Exclude the pictures, then copy all remaining records exactly.

◆ TASK DATA
▼
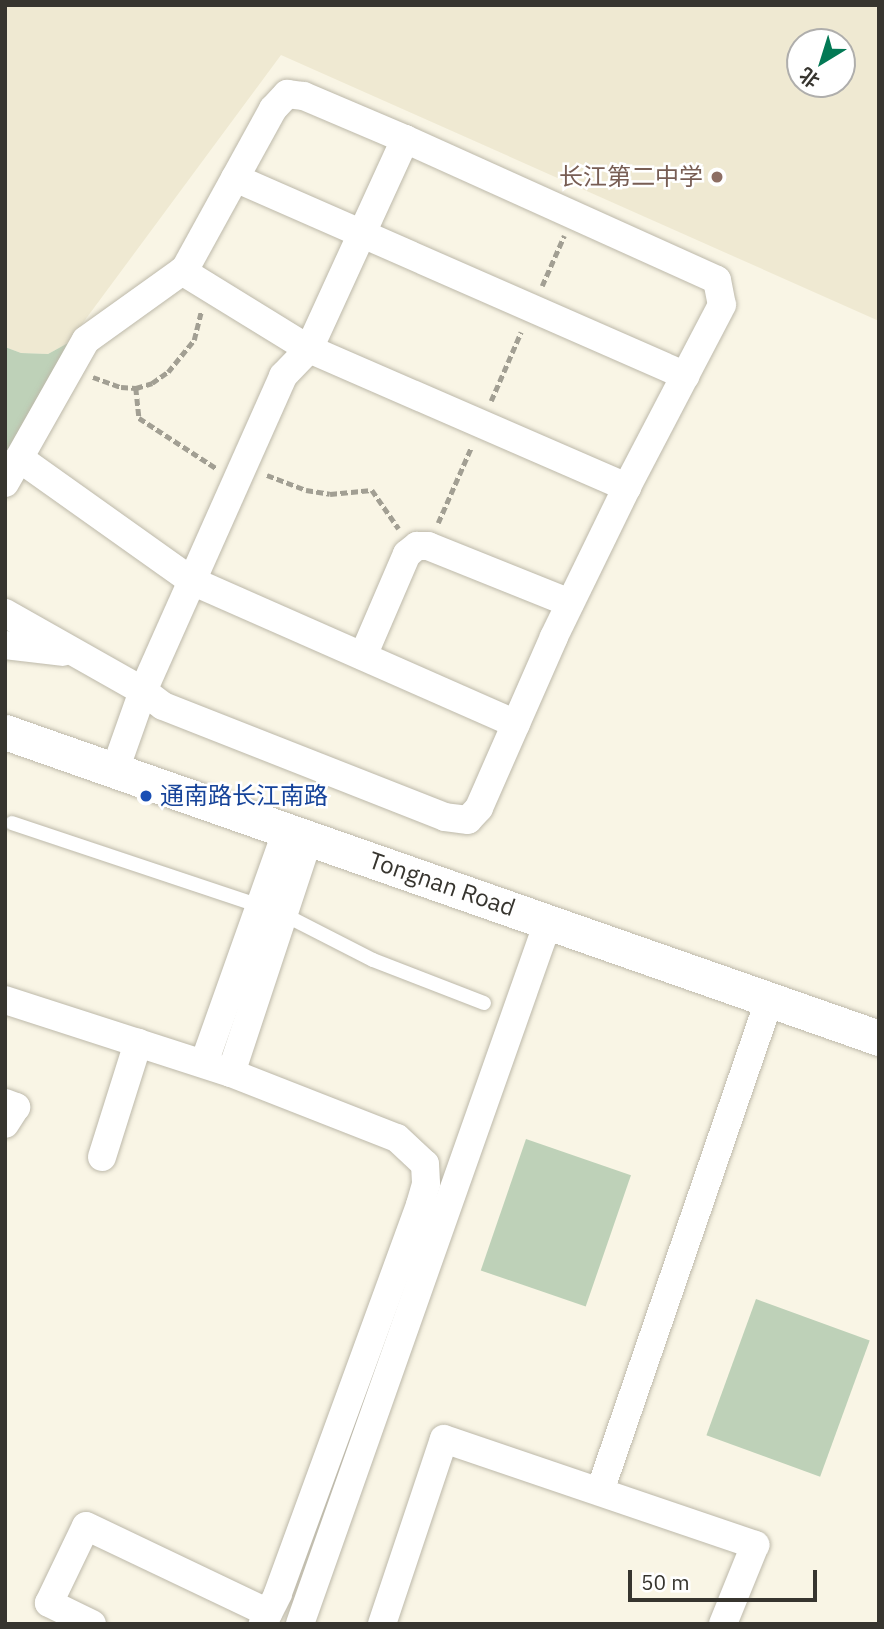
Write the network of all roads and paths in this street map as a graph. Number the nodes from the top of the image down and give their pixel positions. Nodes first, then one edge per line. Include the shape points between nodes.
1 (405, 139) junction
2 (235, 178) junction
3 (574, 215) junction
4 (362, 234) junction
5 (182, 271) junction
6 (208, 286) junction
7 (532, 309) junction
8 (309, 349) junction
9 (71, 368) junction
10 (685, 376) junction
11 (481, 424) junction
12 (19, 458) junction
13 (5, 483) edge
14 (626, 486) junction
15 (428, 546) junction
16 (192, 581) junction
17 (570, 603) junction
18 (5, 613) edge
19 (5, 645) edge
20 (76, 654) junction
21 (363, 656) junction
22 (143, 691) junction
23 (516, 724) junction
24 (5, 732) edge
25 (115, 770) junction
26 (12, 823) dead end
27 (298, 833) junction
28 (272, 910) junction
29 (548, 922) junction
30 (5, 1000) edge
31 (769, 1002) junction
32 (484, 1003) dead end
33 (879, 1038) edge
34 (138, 1042) junction
35 (204, 1063) junction
36 (231, 1073) junction
37 (5, 1103) edge
38 (5, 1124) edge
39 (102, 1157) dead end
40 (600, 1490) junction
41 (265, 1618) edge
42 (92, 1624) edge
43 (300, 1624) edge
44 (382, 1624) edge
45 (723, 1624) edge

1 - 2 street via 304,96 287,94 273,109
1 - 3 street
1 - 4 street
2 - 4 street
2 - 5 street
3 - 7 path
3 - 10 street via 717,280 722,305
4 - 7 street
4 - 8 street
5 - 6 street
5 - 9 street via 86,340
6 - 8 street
6 - 9 path via 194,340 168,372 152,383 121,387
7 - 10 street
7 - 11 path
8 - 11 street
8 - 16 street via 284,376
9 - 12 street
10 - 14 street
11 - 14 street
11 - 15 path
12 - 13 street
12 - 16 street
14 - 17 street
15 - 17 street
15 - 21 street via 417,546 407,554
16 - 21 street
16 - 22 street
17 - 23 street
18 - 20 street
19 - 20 street
20 - 22 street
21 - 23 street
22 - 23 street via 163,706 445,817 468,820 479,808
22 - 25 street
24 - 25 street, Tongnan Road
25 - 27 street, Tongnan Road
26 - 28 lane
27 - 28 street
27 - 29 street, Tongnan Road
28 - 32 lane via 373,960
28 - 35 street
28 - 36 street
29 - 31 street, Tongnan Road
29 - 43 street
30 - 34 street
31 - 33 street, Tongnan Road
31 - 40 street
34 - 35 street
34 - 39 street
35 - 36 street
36 - 41 street via 397,1138 425,1164 420,1205
37 - 38 street via 16,1107
40 - 44 street via 444,1439
40 - 45 street via 755,1545
41 - 42 street via 86,1527 49,1602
▲
◆ ANSWER TO THIS EXERCISE
Write the network of all roads and paths in this street map as a graph. Number the nodes from the top of the image down and give their pixel positions. Nodes first, then one edge per line. Include the shape points between nodes.
1 (405, 139) junction
2 (235, 178) junction
3 (574, 215) junction
4 (362, 234) junction
5 (182, 271) junction
6 (208, 286) junction
7 (532, 309) junction
8 (309, 349) junction
9 (71, 368) junction
10 (685, 376) junction
11 (481, 424) junction
12 (19, 458) junction
13 (5, 483) edge
14 (626, 486) junction
15 (428, 546) junction
16 (192, 581) junction
17 (570, 603) junction
18 (5, 613) edge
19 (5, 645) edge
20 (76, 654) junction
21 (363, 656) junction
22 (143, 691) junction
23 (516, 724) junction
24 (5, 732) edge
25 (115, 770) junction
26 (12, 823) dead end
27 (298, 833) junction
28 (272, 910) junction
29 (548, 922) junction
30 (5, 1000) edge
31 (769, 1002) junction
32 (484, 1003) dead end
33 (879, 1038) edge
34 (138, 1042) junction
35 (204, 1063) junction
36 (231, 1073) junction
37 (5, 1103) edge
38 (5, 1124) edge
39 (102, 1157) dead end
40 (600, 1490) junction
41 (265, 1618) edge
42 (92, 1624) edge
43 (300, 1624) edge
44 (382, 1624) edge
45 (723, 1624) edge

1 - 2 street via 304,96 287,94 273,109
1 - 3 street
1 - 4 street
2 - 4 street
2 - 5 street
3 - 7 path
3 - 10 street via 717,280 722,305
4 - 7 street
4 - 8 street
5 - 6 street
5 - 9 street via 86,340
6 - 8 street
6 - 9 path via 194,340 168,372 152,383 121,387
7 - 10 street
7 - 11 path
8 - 11 street
8 - 16 street via 284,376
9 - 12 street
10 - 14 street
11 - 14 street
11 - 15 path
12 - 13 street
12 - 16 street
14 - 17 street
15 - 17 street
15 - 21 street via 417,546 407,554
16 - 21 street
16 - 22 street
17 - 23 street
18 - 20 street
19 - 20 street
20 - 22 street
21 - 23 street
22 - 23 street via 163,706 445,817 468,820 479,808
22 - 25 street
24 - 25 street, Tongnan Road
25 - 27 street, Tongnan Road
26 - 28 lane
27 - 28 street
27 - 29 street, Tongnan Road
28 - 32 lane via 373,960
28 - 35 street
28 - 36 street
29 - 31 street, Tongnan Road
29 - 43 street
30 - 34 street
31 - 33 street, Tongnan Road
31 - 40 street
34 - 35 street
34 - 39 street
35 - 36 street
36 - 41 street via 397,1138 425,1164 420,1205
37 - 38 street via 16,1107
40 - 44 street via 444,1439
40 - 45 street via 755,1545
41 - 42 street via 86,1527 49,1602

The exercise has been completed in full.